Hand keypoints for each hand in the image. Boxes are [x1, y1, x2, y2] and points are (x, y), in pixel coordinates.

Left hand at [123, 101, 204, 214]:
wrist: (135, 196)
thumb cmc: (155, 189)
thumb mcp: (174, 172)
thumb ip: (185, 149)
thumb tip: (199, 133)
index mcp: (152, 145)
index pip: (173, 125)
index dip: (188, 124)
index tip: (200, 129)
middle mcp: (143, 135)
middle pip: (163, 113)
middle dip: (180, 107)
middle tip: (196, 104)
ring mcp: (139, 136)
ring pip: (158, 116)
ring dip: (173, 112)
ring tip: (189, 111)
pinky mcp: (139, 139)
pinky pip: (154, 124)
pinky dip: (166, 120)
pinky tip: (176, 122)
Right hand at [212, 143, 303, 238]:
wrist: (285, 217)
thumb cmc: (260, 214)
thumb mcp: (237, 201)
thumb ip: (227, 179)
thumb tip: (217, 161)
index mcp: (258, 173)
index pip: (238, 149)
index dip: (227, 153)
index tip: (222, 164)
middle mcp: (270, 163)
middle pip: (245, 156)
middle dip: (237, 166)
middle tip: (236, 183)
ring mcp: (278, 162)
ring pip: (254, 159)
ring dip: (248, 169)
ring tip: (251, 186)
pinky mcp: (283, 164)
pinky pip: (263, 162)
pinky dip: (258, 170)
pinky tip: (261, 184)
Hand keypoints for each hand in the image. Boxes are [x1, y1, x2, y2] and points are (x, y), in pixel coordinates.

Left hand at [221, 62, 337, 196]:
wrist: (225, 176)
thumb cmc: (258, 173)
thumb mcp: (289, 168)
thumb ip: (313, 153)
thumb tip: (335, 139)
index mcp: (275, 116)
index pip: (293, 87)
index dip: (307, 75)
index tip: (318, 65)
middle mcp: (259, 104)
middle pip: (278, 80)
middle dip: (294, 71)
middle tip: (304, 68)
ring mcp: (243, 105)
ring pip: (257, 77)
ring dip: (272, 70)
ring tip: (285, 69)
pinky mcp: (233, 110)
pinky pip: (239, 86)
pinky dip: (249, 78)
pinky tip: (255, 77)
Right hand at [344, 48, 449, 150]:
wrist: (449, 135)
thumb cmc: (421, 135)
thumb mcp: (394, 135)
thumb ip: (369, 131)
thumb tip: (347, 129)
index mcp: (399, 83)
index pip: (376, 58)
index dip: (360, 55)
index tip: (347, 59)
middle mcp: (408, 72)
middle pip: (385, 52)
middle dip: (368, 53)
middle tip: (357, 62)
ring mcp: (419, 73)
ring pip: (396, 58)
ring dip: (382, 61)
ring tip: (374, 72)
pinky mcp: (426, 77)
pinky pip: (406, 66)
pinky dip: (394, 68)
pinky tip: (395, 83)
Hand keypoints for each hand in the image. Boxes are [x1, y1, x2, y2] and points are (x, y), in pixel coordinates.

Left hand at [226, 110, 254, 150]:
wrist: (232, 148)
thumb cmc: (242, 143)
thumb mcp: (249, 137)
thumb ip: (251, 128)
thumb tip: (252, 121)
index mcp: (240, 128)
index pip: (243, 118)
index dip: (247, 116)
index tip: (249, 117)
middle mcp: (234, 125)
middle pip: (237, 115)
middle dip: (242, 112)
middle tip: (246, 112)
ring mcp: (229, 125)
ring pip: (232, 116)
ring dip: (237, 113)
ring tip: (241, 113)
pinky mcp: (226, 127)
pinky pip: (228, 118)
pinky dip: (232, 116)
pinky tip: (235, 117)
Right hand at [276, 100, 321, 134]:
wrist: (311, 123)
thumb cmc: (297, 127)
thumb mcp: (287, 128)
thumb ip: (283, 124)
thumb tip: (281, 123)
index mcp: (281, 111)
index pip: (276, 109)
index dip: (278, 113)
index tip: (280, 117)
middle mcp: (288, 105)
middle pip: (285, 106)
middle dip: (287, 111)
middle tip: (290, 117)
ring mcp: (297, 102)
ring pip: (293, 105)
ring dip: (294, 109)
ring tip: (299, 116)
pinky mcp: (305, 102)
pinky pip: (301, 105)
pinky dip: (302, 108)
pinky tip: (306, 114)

····················

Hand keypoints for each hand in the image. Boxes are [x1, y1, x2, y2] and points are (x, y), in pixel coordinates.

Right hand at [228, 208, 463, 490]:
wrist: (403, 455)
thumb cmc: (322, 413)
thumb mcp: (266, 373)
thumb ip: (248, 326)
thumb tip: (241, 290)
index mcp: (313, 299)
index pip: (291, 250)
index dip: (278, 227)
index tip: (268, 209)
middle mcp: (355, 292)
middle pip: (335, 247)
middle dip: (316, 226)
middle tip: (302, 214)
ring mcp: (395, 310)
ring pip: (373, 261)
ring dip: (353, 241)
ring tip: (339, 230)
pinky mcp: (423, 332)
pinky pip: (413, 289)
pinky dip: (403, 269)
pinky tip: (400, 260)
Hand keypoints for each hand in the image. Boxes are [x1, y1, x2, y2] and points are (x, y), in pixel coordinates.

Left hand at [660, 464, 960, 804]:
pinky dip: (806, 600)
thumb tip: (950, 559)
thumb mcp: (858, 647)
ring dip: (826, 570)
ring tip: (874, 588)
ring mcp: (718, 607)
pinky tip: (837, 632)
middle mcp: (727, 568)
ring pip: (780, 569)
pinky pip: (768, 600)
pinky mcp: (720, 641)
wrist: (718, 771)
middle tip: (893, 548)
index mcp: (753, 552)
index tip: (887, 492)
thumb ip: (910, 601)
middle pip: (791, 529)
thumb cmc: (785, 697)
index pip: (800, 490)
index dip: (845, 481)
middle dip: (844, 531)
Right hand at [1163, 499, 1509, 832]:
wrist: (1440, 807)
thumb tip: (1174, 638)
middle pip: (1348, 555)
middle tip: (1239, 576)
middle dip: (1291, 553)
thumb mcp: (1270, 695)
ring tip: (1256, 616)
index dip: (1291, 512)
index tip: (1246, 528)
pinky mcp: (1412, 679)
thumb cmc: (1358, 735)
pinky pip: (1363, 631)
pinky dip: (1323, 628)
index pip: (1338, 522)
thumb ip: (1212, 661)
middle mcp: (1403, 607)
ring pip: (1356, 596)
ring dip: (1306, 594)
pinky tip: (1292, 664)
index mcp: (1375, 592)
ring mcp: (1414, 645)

····················

TASK BRIEF: Of the entries above, repeat exactly the lines between the line with "index tip: (222, 164)" and the line with "wrist: (449, 135)", inclusive, and no others.

ANSWER SPACE:
index tip: (222, 164)
middle mcp: (270, 163)
middle pip: (245, 156)
middle dip: (237, 166)
middle tip: (236, 183)
ring mcp: (278, 162)
ring pip: (254, 159)
ring dip: (248, 169)
ring tip: (251, 186)
pinky mcp: (283, 164)
pinky pip: (263, 162)
pinky dip: (258, 170)
pinky tip: (261, 184)
Hand keypoints for each hand in the image. Boxes are [x1, y1, x2, y2] and points are (x, y), in pixel coordinates.

Left hand at [221, 62, 337, 196]:
wrist: (225, 176)
thumb cmc: (258, 173)
thumb mcp: (289, 168)
thumb ip: (313, 153)
thumb tip: (335, 139)
index mcp: (275, 116)
index pip: (293, 87)
index dip: (307, 75)
index tip: (318, 65)
middle mcp: (259, 104)
middle pip: (278, 80)
middle dip: (294, 71)
middle tip: (304, 68)
ring mcp: (243, 105)
ring pip: (257, 77)
ring dip: (272, 70)
ring tip: (285, 69)
pinky mcp: (233, 110)
pinky pip: (239, 86)
pinky dip: (249, 78)
pinky tip: (255, 77)
Right hand at [344, 48, 449, 150]:
wrist: (449, 135)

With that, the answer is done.